TASK:
Retype the records below exactly as they appear.

Excerpts from a dataset:
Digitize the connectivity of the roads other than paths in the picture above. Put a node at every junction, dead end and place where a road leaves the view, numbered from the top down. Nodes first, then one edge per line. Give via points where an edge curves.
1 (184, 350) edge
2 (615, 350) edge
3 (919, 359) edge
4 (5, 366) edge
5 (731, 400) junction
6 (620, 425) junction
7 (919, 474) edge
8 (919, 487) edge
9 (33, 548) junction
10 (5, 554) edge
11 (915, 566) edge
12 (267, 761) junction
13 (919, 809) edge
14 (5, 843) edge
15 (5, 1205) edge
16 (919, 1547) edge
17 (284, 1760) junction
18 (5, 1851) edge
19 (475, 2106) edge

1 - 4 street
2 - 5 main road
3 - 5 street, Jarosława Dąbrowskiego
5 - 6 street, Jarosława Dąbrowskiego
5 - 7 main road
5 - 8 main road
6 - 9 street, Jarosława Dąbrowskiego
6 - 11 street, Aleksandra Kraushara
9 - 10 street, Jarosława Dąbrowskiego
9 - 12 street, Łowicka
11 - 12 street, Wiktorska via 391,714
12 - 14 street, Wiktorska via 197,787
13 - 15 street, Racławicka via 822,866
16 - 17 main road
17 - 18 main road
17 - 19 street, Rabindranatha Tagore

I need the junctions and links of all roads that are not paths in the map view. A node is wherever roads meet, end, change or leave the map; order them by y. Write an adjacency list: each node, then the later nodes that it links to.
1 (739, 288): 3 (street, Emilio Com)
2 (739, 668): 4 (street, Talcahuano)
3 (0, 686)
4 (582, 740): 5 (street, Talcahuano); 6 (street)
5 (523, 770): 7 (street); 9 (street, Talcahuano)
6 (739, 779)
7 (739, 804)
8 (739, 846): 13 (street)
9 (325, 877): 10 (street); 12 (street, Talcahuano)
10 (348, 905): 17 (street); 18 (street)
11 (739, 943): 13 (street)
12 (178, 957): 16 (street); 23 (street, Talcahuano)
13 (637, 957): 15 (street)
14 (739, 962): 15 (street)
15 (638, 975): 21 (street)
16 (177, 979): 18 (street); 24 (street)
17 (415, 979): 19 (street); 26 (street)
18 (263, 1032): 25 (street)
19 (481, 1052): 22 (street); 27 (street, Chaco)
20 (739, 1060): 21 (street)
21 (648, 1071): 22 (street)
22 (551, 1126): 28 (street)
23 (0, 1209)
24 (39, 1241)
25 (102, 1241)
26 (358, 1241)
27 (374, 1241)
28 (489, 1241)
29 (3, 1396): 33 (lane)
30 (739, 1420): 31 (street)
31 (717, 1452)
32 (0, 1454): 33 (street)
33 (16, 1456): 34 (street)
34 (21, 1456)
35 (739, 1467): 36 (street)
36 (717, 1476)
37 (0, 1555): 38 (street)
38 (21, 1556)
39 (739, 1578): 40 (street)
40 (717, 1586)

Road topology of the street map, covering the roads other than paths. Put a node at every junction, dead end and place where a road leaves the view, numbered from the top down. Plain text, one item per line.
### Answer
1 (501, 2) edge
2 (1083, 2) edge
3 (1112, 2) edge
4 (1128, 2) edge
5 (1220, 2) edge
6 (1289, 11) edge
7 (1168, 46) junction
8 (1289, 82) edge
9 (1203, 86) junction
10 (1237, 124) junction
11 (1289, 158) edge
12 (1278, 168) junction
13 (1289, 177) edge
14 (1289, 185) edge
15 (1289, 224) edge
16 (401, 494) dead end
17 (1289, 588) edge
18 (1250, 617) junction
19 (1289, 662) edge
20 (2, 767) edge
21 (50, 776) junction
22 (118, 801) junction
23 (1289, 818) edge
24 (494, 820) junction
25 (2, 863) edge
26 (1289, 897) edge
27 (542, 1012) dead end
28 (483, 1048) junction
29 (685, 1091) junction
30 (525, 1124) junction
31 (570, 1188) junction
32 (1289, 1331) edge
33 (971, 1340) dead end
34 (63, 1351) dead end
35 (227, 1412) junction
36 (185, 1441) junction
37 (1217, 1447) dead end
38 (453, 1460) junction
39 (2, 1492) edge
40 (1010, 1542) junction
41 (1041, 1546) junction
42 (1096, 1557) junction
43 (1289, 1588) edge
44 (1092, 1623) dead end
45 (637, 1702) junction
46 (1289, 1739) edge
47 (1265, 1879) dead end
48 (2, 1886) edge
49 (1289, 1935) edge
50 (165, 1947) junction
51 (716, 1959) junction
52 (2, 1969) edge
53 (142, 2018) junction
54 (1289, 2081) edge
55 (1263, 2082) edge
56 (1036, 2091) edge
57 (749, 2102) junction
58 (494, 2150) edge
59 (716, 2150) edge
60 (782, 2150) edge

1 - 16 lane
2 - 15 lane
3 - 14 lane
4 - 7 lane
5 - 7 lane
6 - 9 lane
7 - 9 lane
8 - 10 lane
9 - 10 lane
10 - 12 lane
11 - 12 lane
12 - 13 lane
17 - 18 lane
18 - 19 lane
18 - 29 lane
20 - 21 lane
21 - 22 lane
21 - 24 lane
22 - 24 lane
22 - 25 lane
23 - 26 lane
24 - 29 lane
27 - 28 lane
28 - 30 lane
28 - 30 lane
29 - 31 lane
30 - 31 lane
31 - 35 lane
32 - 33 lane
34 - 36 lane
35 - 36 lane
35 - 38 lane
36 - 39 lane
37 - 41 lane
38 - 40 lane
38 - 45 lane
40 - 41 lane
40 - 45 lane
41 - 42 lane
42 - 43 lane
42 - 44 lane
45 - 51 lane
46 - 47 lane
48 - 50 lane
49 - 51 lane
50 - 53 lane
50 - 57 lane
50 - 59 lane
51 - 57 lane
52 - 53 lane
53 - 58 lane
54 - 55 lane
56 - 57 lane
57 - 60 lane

ANSWER BOX:
Digitize the connectivity of the roads other than paths in the picture above. Put a node at every junction, dead end and place where a road leaves the view, numbered from the top down. Nodes first, then one edge per line. Give via points where an edge curves.
1 (184, 350) edge
2 (615, 350) edge
3 (919, 359) edge
4 (5, 366) edge
5 (731, 400) junction
6 (620, 425) junction
7 (919, 474) edge
8 (919, 487) edge
9 (33, 548) junction
10 (5, 554) edge
11 (915, 566) edge
12 (267, 761) junction
13 (919, 809) edge
14 (5, 843) edge
15 (5, 1205) edge
16 (919, 1547) edge
17 (284, 1760) junction
18 (5, 1851) edge
19 (475, 2106) edge

1 - 4 street
2 - 5 main road
3 - 5 street, Jarosława Dąbrowskiego
5 - 6 street, Jarosława Dąbrowskiego
5 - 7 main road
5 - 8 main road
6 - 9 street, Jarosława Dąbrowskiego
6 - 11 street, Aleksandra Kraushara
9 - 10 street, Jarosława Dąbrowskiego
9 - 12 street, Łowicka
11 - 12 street, Wiktorska via 391,714
12 - 14 street, Wiktorska via 197,787
13 - 15 street, Racławicka via 822,866
16 - 17 main road
17 - 18 main road
17 - 19 street, Rabindranatha Tagore

I need the junctions and links of all roads that are not paths in the map view. A node is wherever roads meet, end, change or leave the map; order them by y. Write an adjacency list: each node, then the later nodes that it links to.
1 (739, 288): 3 (street, Emilio Com)
2 (739, 668): 4 (street, Talcahuano)
3 (0, 686)
4 (582, 740): 5 (street, Talcahuano); 6 (street)
5 (523, 770): 7 (street); 9 (street, Talcahuano)
6 (739, 779)
7 (739, 804)
8 (739, 846): 13 (street)
9 (325, 877): 10 (street); 12 (street, Talcahuano)
10 (348, 905): 17 (street); 18 (street)
11 (739, 943): 13 (street)
12 (178, 957): 16 (street); 23 (street, Talcahuano)
13 (637, 957): 15 (street)
14 (739, 962): 15 (street)
15 (638, 975): 21 (street)
16 (177, 979): 18 (street); 24 (street)
17 (415, 979): 19 (street); 26 (street)
18 (263, 1032): 25 (street)
19 (481, 1052): 22 (street); 27 (street, Chaco)
20 (739, 1060): 21 (street)
21 (648, 1071): 22 (street)
22 (551, 1126): 28 (street)
23 (0, 1209)
24 (39, 1241)
25 (102, 1241)
26 (358, 1241)
27 (374, 1241)
28 (489, 1241)
29 (3, 1396): 33 (lane)
30 (739, 1420): 31 (street)
31 (717, 1452)
32 (0, 1454): 33 (street)
33 (16, 1456): 34 (street)
34 (21, 1456)
35 (739, 1467): 36 (street)
36 (717, 1476)
37 (0, 1555): 38 (street)
38 (21, 1556)
39 (739, 1578): 40 (street)
40 (717, 1586)

Road topology of the street map, covering the roads other than paths. Put a node at every junction, dead end and place where a road leaves the view, numbered from the top down. Plain text, one item per line.
### Answer
1 (501, 2) edge
2 (1083, 2) edge
3 (1112, 2) edge
4 (1128, 2) edge
5 (1220, 2) edge
6 (1289, 11) edge
7 (1168, 46) junction
8 (1289, 82) edge
9 (1203, 86) junction
10 (1237, 124) junction
11 (1289, 158) edge
12 (1278, 168) junction
13 (1289, 177) edge
14 (1289, 185) edge
15 (1289, 224) edge
16 (401, 494) dead end
17 (1289, 588) edge
18 (1250, 617) junction
19 (1289, 662) edge
20 (2, 767) edge
21 (50, 776) junction
22 (118, 801) junction
23 (1289, 818) edge
24 (494, 820) junction
25 (2, 863) edge
26 (1289, 897) edge
27 (542, 1012) dead end
28 (483, 1048) junction
29 (685, 1091) junction
30 (525, 1124) junction
31 (570, 1188) junction
32 (1289, 1331) edge
33 (971, 1340) dead end
34 (63, 1351) dead end
35 (227, 1412) junction
36 (185, 1441) junction
37 (1217, 1447) dead end
38 (453, 1460) junction
39 (2, 1492) edge
40 (1010, 1542) junction
41 (1041, 1546) junction
42 (1096, 1557) junction
43 (1289, 1588) edge
44 (1092, 1623) dead end
45 (637, 1702) junction
46 (1289, 1739) edge
47 (1265, 1879) dead end
48 (2, 1886) edge
49 (1289, 1935) edge
50 (165, 1947) junction
51 (716, 1959) junction
52 (2, 1969) edge
53 (142, 2018) junction
54 (1289, 2081) edge
55 (1263, 2082) edge
56 (1036, 2091) edge
57 (749, 2102) junction
58 (494, 2150) edge
59 (716, 2150) edge
60 (782, 2150) edge

1 - 16 lane
2 - 15 lane
3 - 14 lane
4 - 7 lane
5 - 7 lane
6 - 9 lane
7 - 9 lane
8 - 10 lane
9 - 10 lane
10 - 12 lane
11 - 12 lane
12 - 13 lane
17 - 18 lane
18 - 19 lane
18 - 29 lane
20 - 21 lane
21 - 22 lane
21 - 24 lane
22 - 24 lane
22 - 25 lane
23 - 26 lane
24 - 29 lane
27 - 28 lane
28 - 30 lane
28 - 30 lane
29 - 31 lane
30 - 31 lane
31 - 35 lane
32 - 33 lane
34 - 36 lane
35 - 36 lane
35 - 38 lane
36 - 39 lane
37 - 41 lane
38 - 40 lane
38 - 45 lane
40 - 41 lane
40 - 45 lane
41 - 42 lane
42 - 43 lane
42 - 44 lane
45 - 51 lane
46 - 47 lane
48 - 50 lane
49 - 51 lane
50 - 53 lane
50 - 57 lane
50 - 59 lane
51 - 57 lane
52 - 53 lane
53 - 58 lane
54 - 55 lane
56 - 57 lane
57 - 60 lane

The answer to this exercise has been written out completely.